Originally printed in Gair Rhydd
Never before has such a cast amounted to so little. Amsterdam is the latest film from Oscar-nominated and subsequently-Oscar-chasing director David O. Russell. It features three friends: a doctor, a lawyer, and a nurse, all linked by the First World War, who find themselves caught up in “the Business Plot”, a real 1933 political conspiracy in the States, after a mysterious murder of a retired US general. Sound good? It’s lost 20th Century Studios $97 million. Whoops. Its box office failure has done nothing to stifle industry fears that the pandemic has done irreversible, catastrophic damage to the cinema-going habit, and Disney’s apprehensions on how to market films under its latest studio acquisition.
I would propose this is at most a surprise to its very impressive cast – every role is recognisable by anybody, with Robert De Niro, Margot Robbie and John David Washington taking key roles, an extremely promising line-up of A-listers. Yet, it feels every actor has such a different view on the oddball nature of the film that it renders most of the characters faceless, particularly Washington, who seems utterly jaded. They too have decided the film is neither funny, entertaining, or thoughtful – just oddly flavourless. Christian Bale, who previously worked with Russell on The Fighter and American Hustle, is back, playing Burt Berendsen, an eccentric doctor and war veteran.

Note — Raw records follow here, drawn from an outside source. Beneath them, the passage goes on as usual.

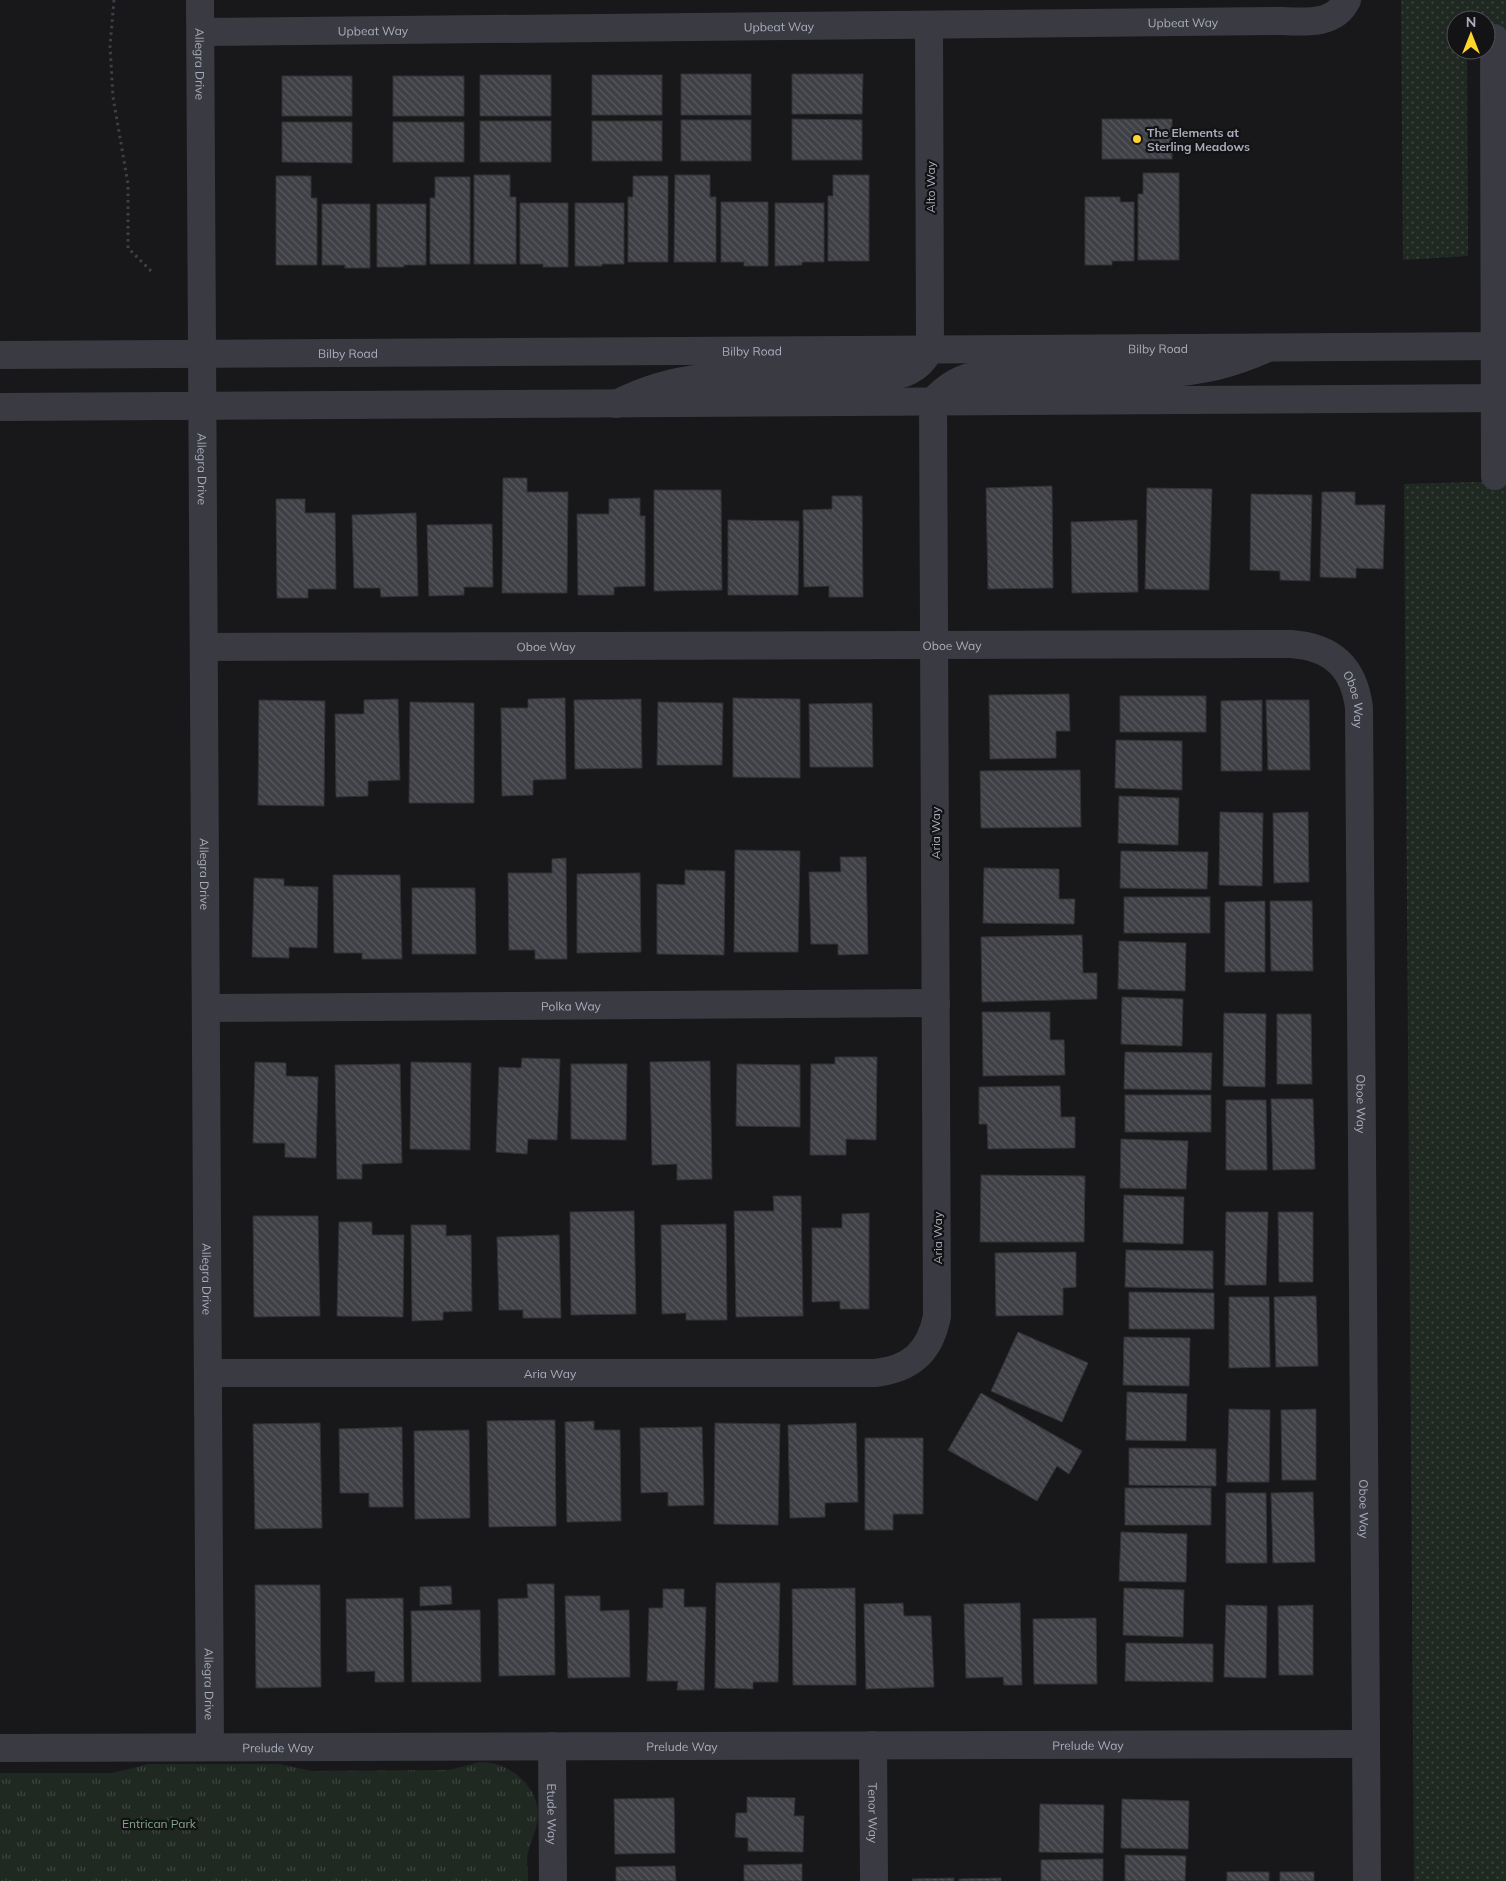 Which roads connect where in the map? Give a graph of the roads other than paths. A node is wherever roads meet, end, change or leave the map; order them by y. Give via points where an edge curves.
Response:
1 (200, 0) edge
2 (1347, 0) edge
3 (929, 25) junction
4 (201, 32) junction
5 (1494, 60) edge
6 (1500, 346) edge
7 (1268, 348) junction
8 (930, 350) junction
9 (203, 354) junction
10 (0, 355) edge
11 (1500, 398) edge
12 (933, 401) junction
13 (616, 404) junction
14 (203, 405) junction
15 (0, 407) edge
16 (1495, 476) dead end
17 (934, 646) junction
18 (204, 648) junction
19 (936, 1003) junction
20 (206, 1008) junction
21 (208, 1373) junction
22 (1366, 1744) junction
23 (873, 1745) junction
24 (552, 1746) junction
25 (210, 1747) junction
26 (0, 1748) edge
27 (553, 1881) edge
28 (874, 1881) edge
29 (1367, 1881) edge

1 - 4 street, Allegra Drive
2 - 3 street, Upbeat Way via 1344,7 1329,18 1310,22
3 - 4 street, Upbeat Way
3 - 8 street, Alto Way
4 - 9 street, Allegra Drive
5 - 6 street
6 - 7 street, Bilby Road
6 - 11 street
7 - 8 street, Bilby Road
7 - 12 street via 1242,360 1188,372 969,376 956,381
8 - 9 street, Bilby Road
8 - 13 street via 913,369 893,376 703,378 655,387
9 - 10 street, Bilby Road
9 - 14 street, Allegra Drive
11 - 12 street
11 - 16 street
12 - 13 street
12 - 17 street, Aria Way
13 - 14 street
14 - 15 street
14 - 18 street, Allegra Drive
17 - 18 street, Oboe Way
17 - 19 street, Aria Way
17 - 22 street, Oboe Way via 1309,645 1325,651 1339,662 1357,691
18 - 20 street, Allegra Drive
19 - 20 street, Polka Way
19 - 21 street, Aria Way via 938,1316 928,1344 906,1365 875,1373
20 - 21 street, Allegra Drive
21 - 25 street, Allegra Drive
22 - 23 street, Prelude Way
22 - 29 street, Oboe Way
23 - 24 street, Prelude Way
23 - 28 street, Tenor Way
24 - 25 street, Prelude Way
24 - 27 street, Etude Way
25 - 26 street, Prelude Way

It’s welcome that Bale is the most well-suited actor to his character, which you may as well go in expecting due to an extensive roll call including the most emotionally unplaceable Batman and Patrick Bateman, a cultural figure that still refuses to go down gently. Its cast should be ringing their agents and asking for better work than this, especially Bale, already lambasted upon this year in the excruciating waste of time that was Thor: Love and Thunder. Taylor Swift however is surprisingly decent, and surely a far more suitable popstar-turned-actor in the current filmmaking landscape than the depressingly unimpressive Harry Styles.
The film is lengthy at over two hours and the story is complicated, zipping back and forth between America and Amsterdam and the war and 1933, whilst also concerning a wider conspiracy that concerns the way we all know history went. Subsequently, if you aren’t following along closely the sluggish moving pieces of the film, it becomes a set of strange, inexplicable scenes wiping the floor with the narrative. Taylor Swift is pushed under a car. Rami Malek is shot in the face but then he isn’t. A fish-eye close-up of Bale wobbling around, high off painkillers. Predictable Nazi thing turns out to be a Nazi thing. How disappointing. Amsterdam is probably the best case of ‘Oscar-bait’ – a film that tries to include many tropes of Academy Award-winners in hope of winning a few for itself – I have seen. David O. Russell is clearly desperate for one: an unlikable character about who unsettling stories abound. There’s a good, clear difference between being ‘arty’ and ‘sophisticated’ and being plain talky, meandering, and self-indulgent. Amsterdam is firmly the latter.